Below another bright sunny scene: Alfred Sisley’s Snow Effect At Argeneuil from 1874. The softening of the snow in the sunshine is so well handled and the way it lies across the clods of earth.
My favourite Impressionist snowy landscapes however were actually those that captured the duller, heavier, snowy skies. Below, two such paintings also by Monet: first, Ice In The Seine At Bougival from 1967
And Snow Near Honfleur from 1867.
This is a convincingly overcast and ominious sky in Alfred Sisley’s Snow At Louveciennes from 1878. You can feel the chill in the air that the solitary black-clad woman must be feeling.
A virtuoso painting of snow – wonderfully handled: Winter 1917 by the Russian painter Konstantin Korovin.
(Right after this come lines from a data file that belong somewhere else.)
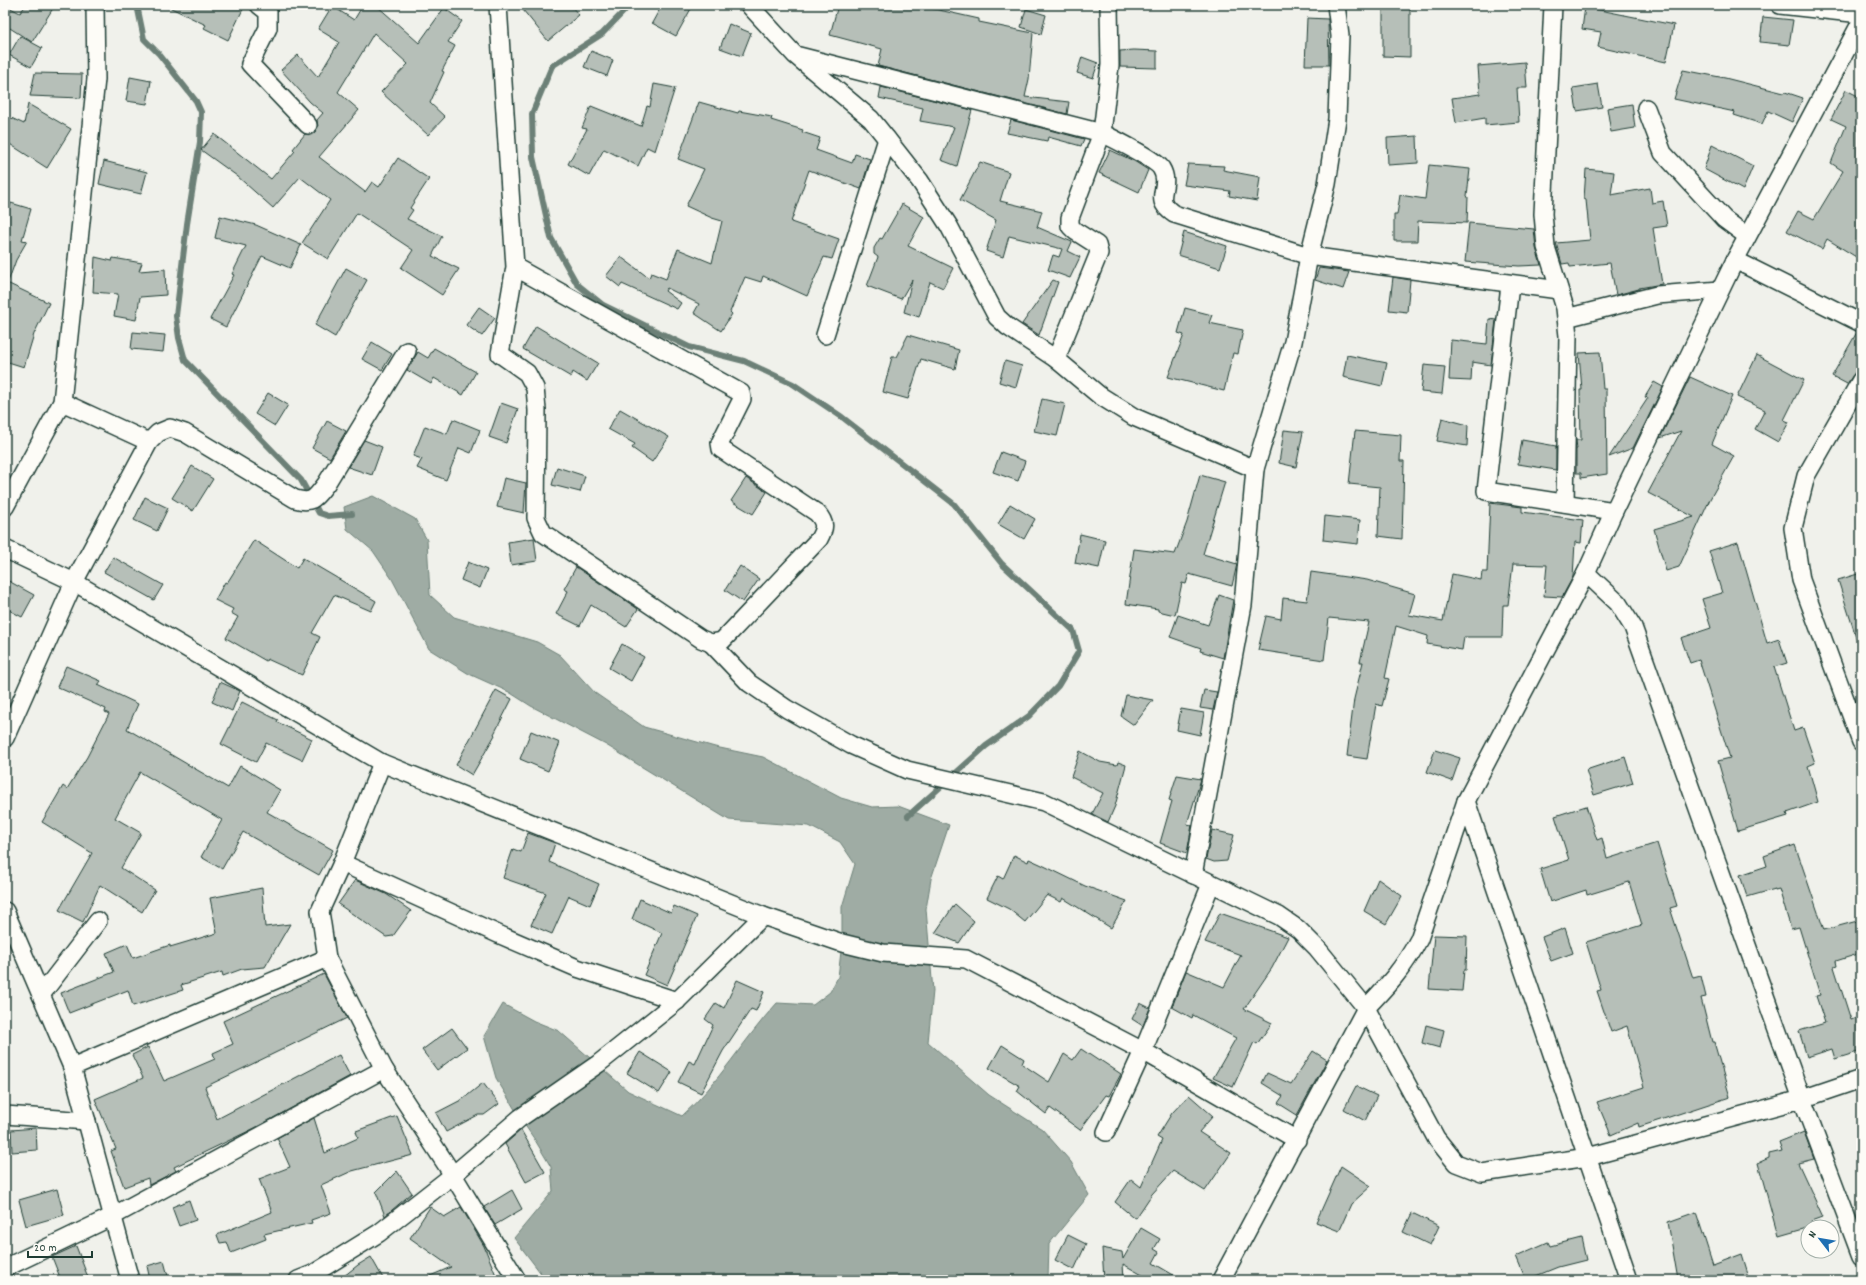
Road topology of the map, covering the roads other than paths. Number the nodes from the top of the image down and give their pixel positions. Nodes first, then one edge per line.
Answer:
1 (96, 5) edge
2 (498, 5) edge
3 (750, 5) edge
4 (1109, 5) edge
5 (1336, 5) edge
6 (1553, 5) edge
7 (1780, 5) edge
8 (267, 7) edge
9 (1861, 14) edge
10 (1861, 22) edge
11 (795, 55) junction
12 (1646, 108) dead end
13 (308, 125) dead end
14 (1102, 133) junction
15 (888, 139) junction
16 (1747, 236) junction
17 (1309, 256) junction
18 (1735, 260) junction
19 (515, 268) junction
20 (1510, 285) junction
21 (1559, 290) junction
22 (1720, 290) junction
23 (1566, 318) junction
24 (1861, 323) edge
25 (824, 335) dead end
26 (407, 351) dead end
27 (1056, 359) junction
28 (1861, 380) edge
29 (62, 402) junction
30 (149, 442) junction
31 (1255, 469) junction
32 (1565, 503) junction
33 (5, 507) edge
34 (1614, 511) junction
35 (5, 549) edge
36 (1586, 573) junction
37 (74, 582) junction
38 (711, 643) junction
39 (5, 738) edge
40 (1861, 742) edge
41 (382, 763) junction
42 (1466, 801) junction
43 (342, 863) junction
44 (1193, 875) junction
45 (1211, 884) junction
46 (5, 911) edge
47 (763, 916) junction
48 (98, 921) dead end
49 (327, 958) junction
50 (41, 995) junction
51 (677, 1001) junction
52 (1366, 1008) junction
53 (1144, 1051) junction
54 (72, 1067) junction
55 (384, 1069) junction
56 (1861, 1079) edge
57 (1802, 1099) junction
58 (5, 1115) edge
59 (87, 1121) junction
60 (1106, 1132) dead end
61 (1297, 1140) junction
62 (1588, 1157) junction
63 (453, 1174) junction
64 (113, 1216) junction
65 (1861, 1256) edge
66 (5, 1268) edge
67 (130, 1280) edge
68 (298, 1280) edge
69 (517, 1280) edge
70 (1221, 1280) edge
71 (1629, 1280) edge

1 - 29 street
2 - 19 street
3 - 11 street
4 - 14 street
5 - 17 street
6 - 21 street
7 - 9 street
8 - 13 street
10 - 16 street
11 - 14 street
11 - 15 street
12 - 16 street
14 - 17 street
14 - 27 street
15 - 25 street
15 - 27 street
16 - 18 street
17 - 20 street
17 - 31 street
18 - 22 street
18 - 24 street
19 - 38 street
19 - 38 street
20 - 21 street
20 - 32 street
21 - 23 street
22 - 23 street
22 - 34 street
23 - 32 street
26 - 30 street
27 - 31 street
28 - 40 street
29 - 30 street
29 - 33 street
30 - 37 street
31 - 44 street
32 - 34 street
34 - 36 street
35 - 37 street
36 - 42 street
36 - 57 street
37 - 39 street
37 - 41 street
38 - 44 street
41 - 43 street
41 - 47 street
42 - 52 street
42 - 62 street
43 - 49 street
43 - 51 street
44 - 45 street
45 - 52 street
45 - 53 street
46 - 50 street
47 - 51 street
47 - 53 street
48 - 50 street
49 - 54 street
49 - 55 street
50 - 54 street
51 - 63 street
52 - 61 street
52 - 62 street
53 - 60 street
53 - 61 street
54 - 59 street
55 - 63 street
55 - 64 street
56 - 57 street
57 - 62 street
57 - 65 street
58 - 59 street
59 - 64 street
61 - 70 street
62 - 71 street
63 - 68 street
63 - 69 street
64 - 66 street
64 - 67 street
I love the bold, broad strokes here, the feeling of a wind that has blown the snow off the roofs of the traditional wooden Russian houses. In the Sisley above everything is muted – here it is brilliant and lively.
In contrast a very different mood. John F Carlson was a Swedish-born resident of America, and this is his Winter Silence from 1917. Snowy forest scenes were popular since the Romantic period and I love the feeling of still and almost melancholy gloom.
Another very different forest – the atmospheric painting Winter Twighlight (1891) by the German painter Ludwig Munthe. This one is romantic and much less ominous. It’s maybe a little literal and over-painted but the effect of snow still sitting on the branches which still retain the previous night’s fall is undeniably accomplished.